A conferência, este ano presidida pela República das Fiji e organizada pela República Federal da Alemanha, incluiu intervenções do secretário-geral das Nações Unidas, António Guterres, e de vários chefes de Estado e de Governo, sendo ainda composta por um vasto conjunto de reuniões multilaterais e exposições sobre as causas ambientais.

A ‘COP23’ decorre pelo segundo ano sob a vigência do Acordo de Paris, documento subscrito por 169 países que tem estado envolto em polémica, sobretudo após a decisão dos Estados Unidos da América de abandonarem esta iniciativa, na sequência da eleição de Donald Trump.

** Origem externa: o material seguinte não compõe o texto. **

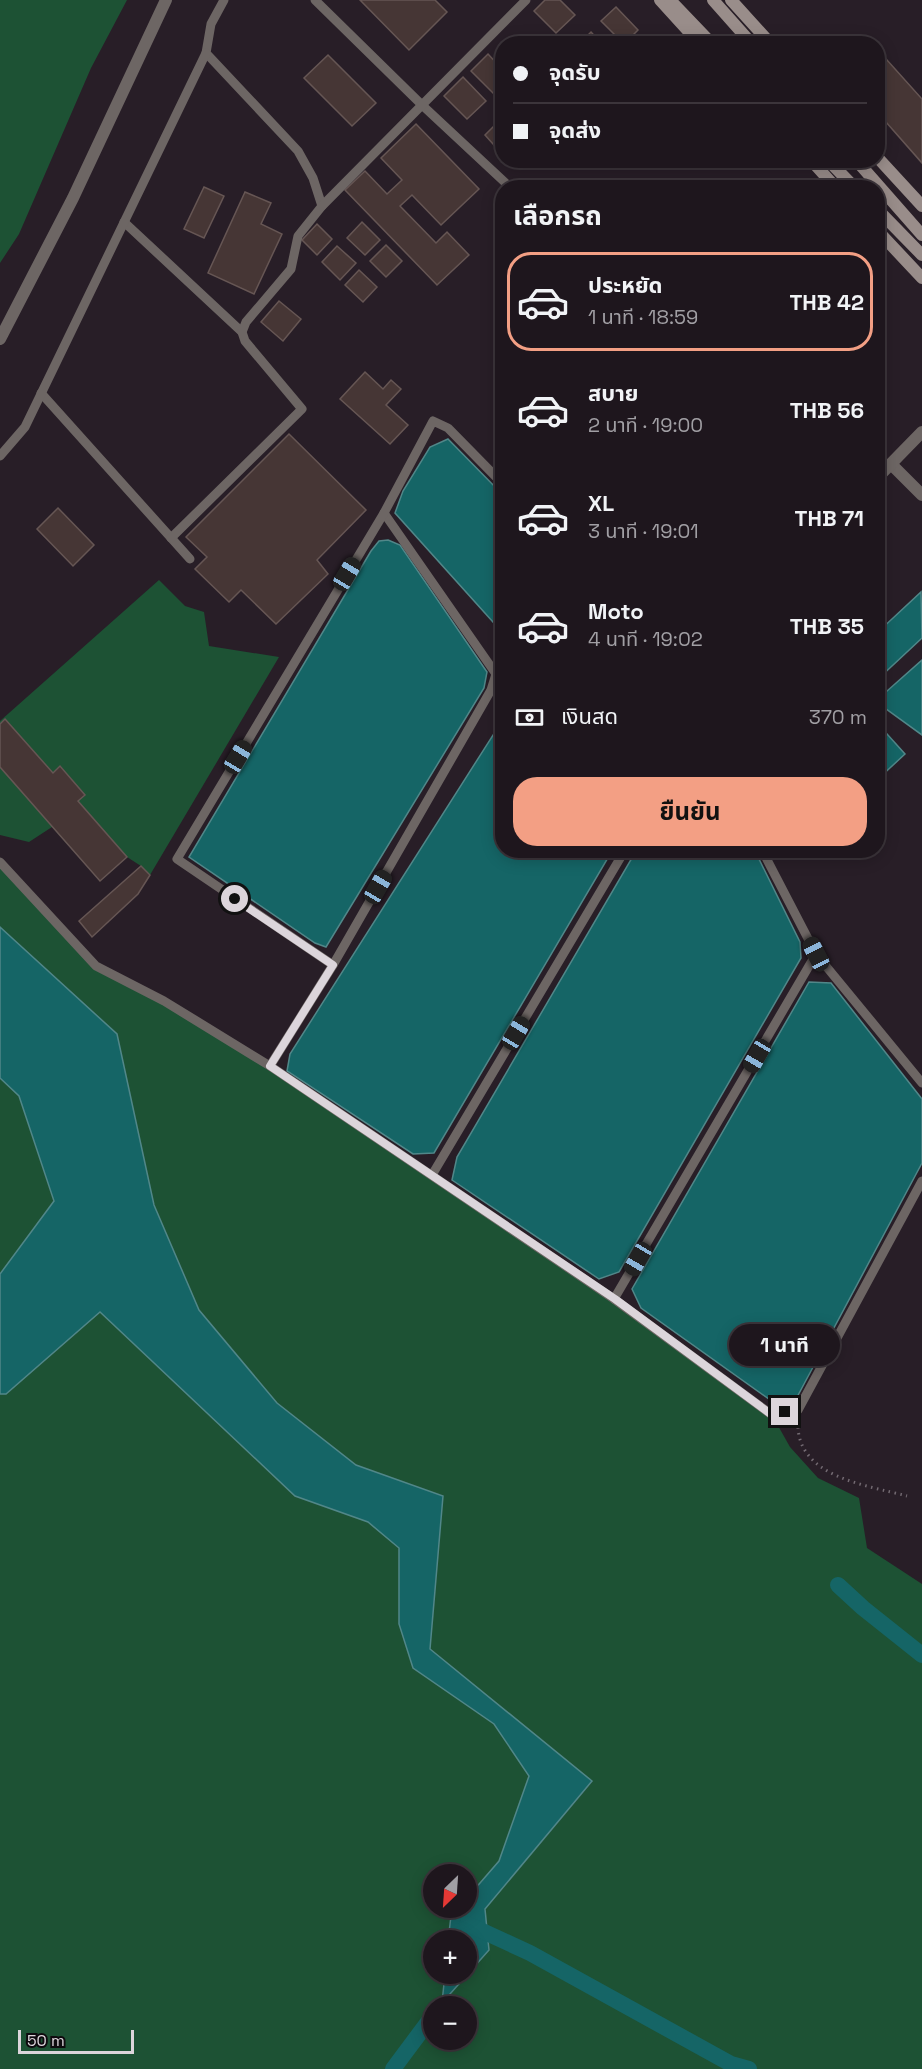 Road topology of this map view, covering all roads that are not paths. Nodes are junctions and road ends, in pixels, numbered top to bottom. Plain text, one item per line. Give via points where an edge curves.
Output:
1 (166, 0) edge
2 (224, 0) edge
3 (315, 0) edge
4 (526, 0) edge
5 (660, 0) edge
6 (670, 0) edge
7 (713, 0) edge
8 (731, 0) edge
9 (693, 36) edge
10 (704, 36) edge
11 (745, 36) edge
12 (764, 36) edge
13 (206, 53) junction
14 (422, 105) junction
15 (885, 166) edge
16 (818, 168) edge
17 (836, 168) edge
18 (863, 168) edge
19 (502, 180) edge
20 (829, 180) edge
21 (847, 180) edge
22 (874, 180) edge
23 (885, 193) edge
24 (322, 206) junction
25 (922, 206) edge
26 (885, 217) edge
27 (124, 222) junction
28 (922, 235) edge
29 (885, 238) edge
30 (922, 255) edge
31 (922, 278) edge
32 (242, 332) junction
33 (0, 339) edge
34 (41, 393) junction
35 (922, 432) edge
36 (0, 456) edge
37 (891, 464) junction
38 (885, 470) edge
39 (495, 476) edge
40 (922, 495) edge
41 (384, 513) junction
42 (171, 538) junction
43 (190, 559) dead end
44 (495, 673) edge
45 (495, 677) edge
46 (620, 858) edge
47 (766, 858) edge
48 (0, 862) edge
49 (816, 954) junction
50 (333, 965) junction
51 (270, 1066) junction
52 (922, 1083) edge
53 (432, 1175) junction
54 (922, 1181) edge
55 (615, 1299) junction

1 - 33 street via 73,198
2 - 13 lane via 211,24
3 - 14 lane
4 - 14 lane
5 - 9 main road
6 - 10 main road
7 - 11 main road
8 - 12 main road
13 - 24 lane via 298,151
13 - 27 lane
14 - 19 lane
14 - 24 lane
15 - 25 main road
16 - 20 main road
17 - 21 main road
18 - 22 main road
23 - 28 main road
24 - 32 lane via 298,236 291,269
26 - 30 main road
27 - 32 lane
27 - 34 lane
29 - 31 main road
32 - 42 lane via 244,341 302,409
34 - 36 lane via 25,427
34 - 42 lane
35 - 37 street
37 - 38 street
37 - 40 street
39 - 41 lane via 448,428 433,421
41 - 44 lane
41 - 50 lane via 177,859
42 - 43 lane
45 - 50 lane
46 - 53 lane
47 - 49 lane
48 - 51 lane via 96,966 164,1001
49 - 52 lane
49 - 55 lane
50 - 51 lane
51 - 53 lane
53 - 55 lane
54 - 55 lane via 798,1410 772,1415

O Acordo de Paris, entre outros objetivos, pretende estabelecer o compromisso de que, através da ação concertada entre Estados e povos, será possível assegurar a manutenção do aumento da temperatura média global da superfície terrestre a níveis inferiores a 2ºC, comparativamente aos níveis pré-industriais.

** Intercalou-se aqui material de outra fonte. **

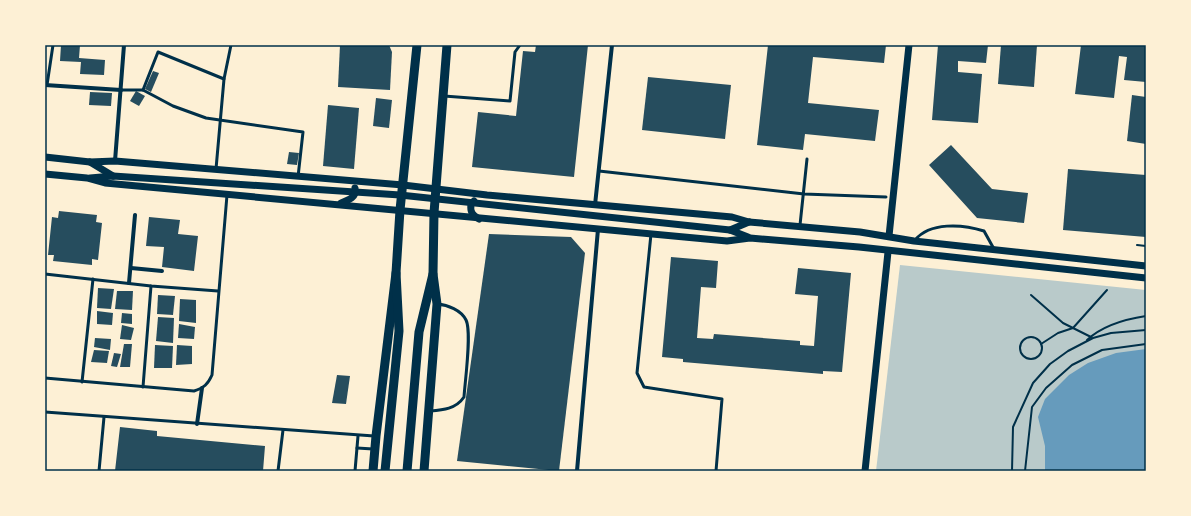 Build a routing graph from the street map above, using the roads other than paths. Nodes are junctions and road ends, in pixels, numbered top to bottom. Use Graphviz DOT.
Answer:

Portugal tem sido um dos países líderes no âmbito da agenda de combate às alterações climáticas, tendo recentemente apresentado o Roteiro para a Neutralidade Carbónica 2050, que colocou o país no pelotão da frente dos Estados mais ambiciosos neste domínio.

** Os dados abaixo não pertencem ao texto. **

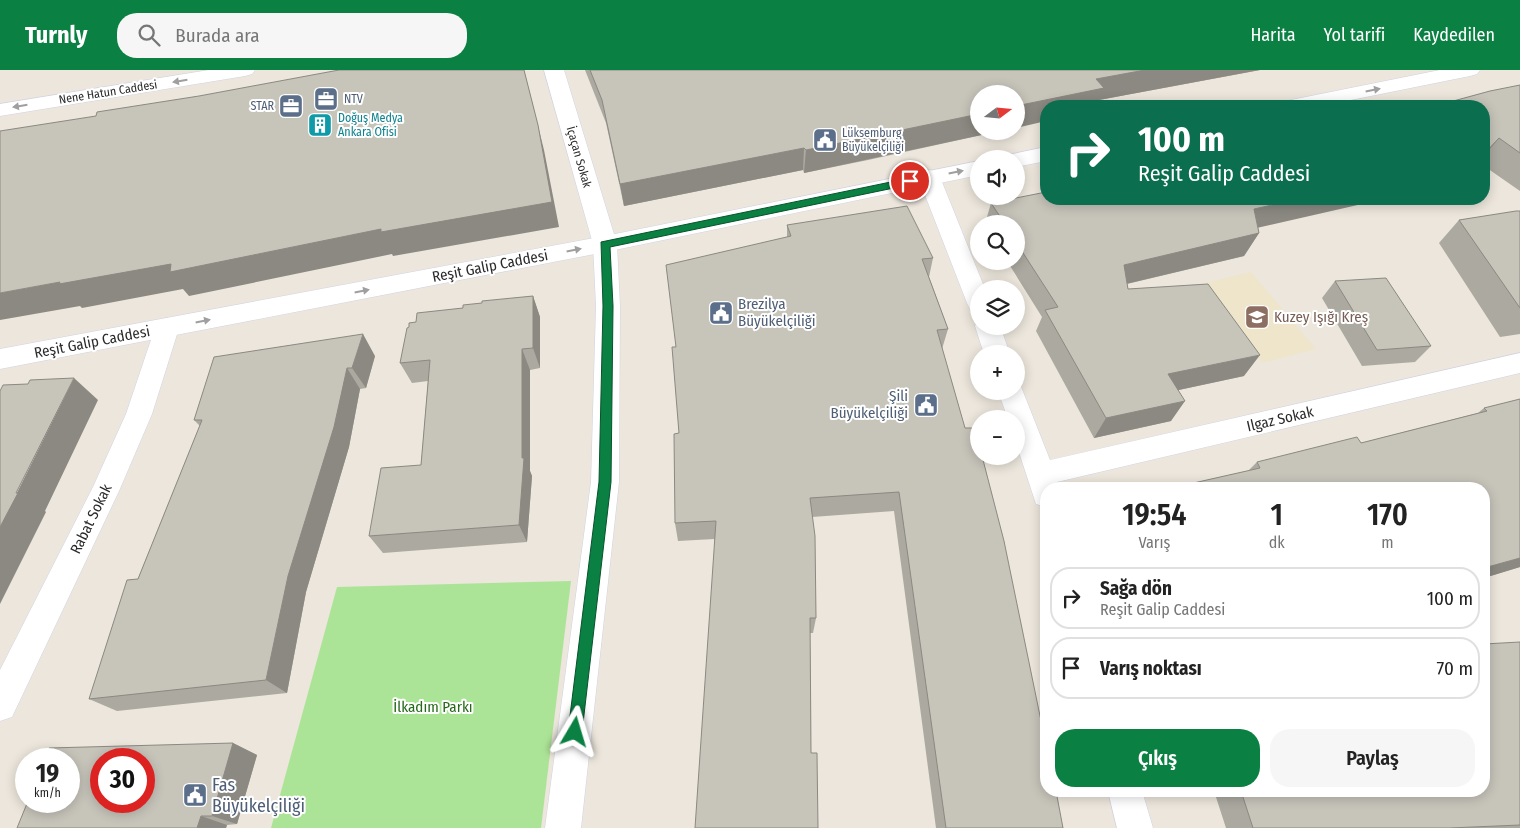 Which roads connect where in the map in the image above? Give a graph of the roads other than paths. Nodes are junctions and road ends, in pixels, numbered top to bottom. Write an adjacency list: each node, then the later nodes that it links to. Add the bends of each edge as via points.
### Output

No decorrer da ‘COP23’, houve dois eventos paralelos de grande relevo para o nosso país: um sobre a problemática da água, servindo de antevisão ao Fórum Mundial da Água de 2018, que decorrerá em Brasília; e outro, justamente sobre o Roteiro para a Neutralidade Carbónica 2050, contando ambos com a presença do ministro do Ambiente, Matos Fernandes.

Para João Torres, vice-presidente do Grupo Parlamentar do Partido Socialista, “a ‘COP23’ constitui uma oportunidade indiscutível para reforçar a ação multilateral dos Estados na preservação do planeta, num momento em que Portugal enfrenta fenómenos meteorológicos extremos que, em grande medida, decorrem das alterações climáticas”.

O antigo secretário-geral da Juventude Socialista acrescenta ainda que “o combate às alterações climáticas, que por vezes parece tão distante dos problemas quotidianos dos territórios e das suas comunidades, é absolutamente decisivo para o mundo, a Europa, Portugal e cada uma das suas regiões, municípios e territórios”.

Assim, “promover uma economia circular e de baixo carbono, reduzir a emissão de gases com efeito de estufa e estimular a inovação, a investigação e o desenvolvimento nestes domínios são medidas que não podem esperar pelo dia de amanhã”, remata João Torres.